*** Begin section ***

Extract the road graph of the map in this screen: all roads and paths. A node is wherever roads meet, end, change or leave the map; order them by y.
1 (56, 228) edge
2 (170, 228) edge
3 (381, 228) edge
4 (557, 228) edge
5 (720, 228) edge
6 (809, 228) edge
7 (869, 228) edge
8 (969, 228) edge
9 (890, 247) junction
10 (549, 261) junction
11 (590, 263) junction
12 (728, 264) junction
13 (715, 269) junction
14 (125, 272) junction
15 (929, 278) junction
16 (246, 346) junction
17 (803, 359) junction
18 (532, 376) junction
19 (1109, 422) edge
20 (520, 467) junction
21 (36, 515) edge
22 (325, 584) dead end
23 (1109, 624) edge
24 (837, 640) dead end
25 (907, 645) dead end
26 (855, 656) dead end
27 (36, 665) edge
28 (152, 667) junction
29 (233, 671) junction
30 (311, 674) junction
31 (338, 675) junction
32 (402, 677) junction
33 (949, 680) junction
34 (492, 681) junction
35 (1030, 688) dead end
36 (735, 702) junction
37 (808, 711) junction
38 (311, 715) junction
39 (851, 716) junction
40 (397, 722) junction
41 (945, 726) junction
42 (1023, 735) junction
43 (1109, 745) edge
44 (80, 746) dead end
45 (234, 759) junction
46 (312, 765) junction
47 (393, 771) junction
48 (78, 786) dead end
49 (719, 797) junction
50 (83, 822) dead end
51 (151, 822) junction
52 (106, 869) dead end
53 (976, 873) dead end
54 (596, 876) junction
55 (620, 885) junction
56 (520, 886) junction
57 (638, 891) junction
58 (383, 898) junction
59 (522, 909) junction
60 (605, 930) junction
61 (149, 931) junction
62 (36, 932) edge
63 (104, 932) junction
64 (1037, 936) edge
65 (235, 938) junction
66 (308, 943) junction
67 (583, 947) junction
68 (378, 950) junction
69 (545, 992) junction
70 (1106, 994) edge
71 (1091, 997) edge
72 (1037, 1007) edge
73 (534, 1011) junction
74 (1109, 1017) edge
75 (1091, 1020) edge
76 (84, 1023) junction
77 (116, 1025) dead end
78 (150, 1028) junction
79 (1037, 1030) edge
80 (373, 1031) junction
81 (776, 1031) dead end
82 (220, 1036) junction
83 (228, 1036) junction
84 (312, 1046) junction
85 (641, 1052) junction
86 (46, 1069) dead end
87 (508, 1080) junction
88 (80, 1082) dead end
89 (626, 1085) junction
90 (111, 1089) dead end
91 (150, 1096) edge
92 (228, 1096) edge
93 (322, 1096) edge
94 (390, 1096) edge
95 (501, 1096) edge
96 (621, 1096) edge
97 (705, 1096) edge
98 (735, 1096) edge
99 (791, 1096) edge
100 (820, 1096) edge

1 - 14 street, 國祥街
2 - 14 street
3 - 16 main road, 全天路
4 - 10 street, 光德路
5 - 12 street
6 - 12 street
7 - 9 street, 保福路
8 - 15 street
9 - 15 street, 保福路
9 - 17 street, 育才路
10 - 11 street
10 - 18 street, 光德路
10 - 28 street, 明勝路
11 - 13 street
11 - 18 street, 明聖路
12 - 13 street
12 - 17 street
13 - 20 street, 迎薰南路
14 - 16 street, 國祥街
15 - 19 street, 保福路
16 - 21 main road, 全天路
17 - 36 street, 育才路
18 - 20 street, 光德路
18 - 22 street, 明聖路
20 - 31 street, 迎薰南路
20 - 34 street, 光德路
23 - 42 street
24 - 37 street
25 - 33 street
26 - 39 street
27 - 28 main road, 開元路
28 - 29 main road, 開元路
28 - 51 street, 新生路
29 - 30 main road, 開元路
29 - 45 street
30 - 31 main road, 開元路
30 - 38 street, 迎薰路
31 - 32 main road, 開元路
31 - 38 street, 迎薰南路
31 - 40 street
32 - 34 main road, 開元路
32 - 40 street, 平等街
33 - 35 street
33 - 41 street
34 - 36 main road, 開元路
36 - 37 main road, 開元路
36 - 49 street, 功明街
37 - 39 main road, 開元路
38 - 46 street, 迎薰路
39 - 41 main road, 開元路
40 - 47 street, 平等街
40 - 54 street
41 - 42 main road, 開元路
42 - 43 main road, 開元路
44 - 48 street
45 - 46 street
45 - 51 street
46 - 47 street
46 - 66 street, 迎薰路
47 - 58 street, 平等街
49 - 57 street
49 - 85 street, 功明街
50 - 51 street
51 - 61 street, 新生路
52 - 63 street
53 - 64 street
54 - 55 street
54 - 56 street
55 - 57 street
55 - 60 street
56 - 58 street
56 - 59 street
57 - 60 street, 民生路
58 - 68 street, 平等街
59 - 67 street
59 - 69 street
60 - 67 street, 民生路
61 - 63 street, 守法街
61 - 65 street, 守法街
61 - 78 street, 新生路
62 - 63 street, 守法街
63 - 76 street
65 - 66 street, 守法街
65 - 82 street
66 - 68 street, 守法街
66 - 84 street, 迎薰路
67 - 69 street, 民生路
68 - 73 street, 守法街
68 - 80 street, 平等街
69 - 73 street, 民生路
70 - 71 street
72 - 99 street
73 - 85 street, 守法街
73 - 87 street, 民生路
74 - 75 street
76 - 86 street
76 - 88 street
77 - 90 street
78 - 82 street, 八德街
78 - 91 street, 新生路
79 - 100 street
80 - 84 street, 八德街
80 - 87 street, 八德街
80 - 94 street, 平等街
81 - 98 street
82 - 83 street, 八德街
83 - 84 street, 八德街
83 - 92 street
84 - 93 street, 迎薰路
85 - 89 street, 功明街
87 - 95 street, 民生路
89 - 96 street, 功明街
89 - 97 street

*** End section ***

Within the material above, find every line containing the word "迎薰南路" and copy it.

13 - 20 street, 迎薰南路
20 - 31 street, 迎薰南路
31 - 38 street, 迎薰南路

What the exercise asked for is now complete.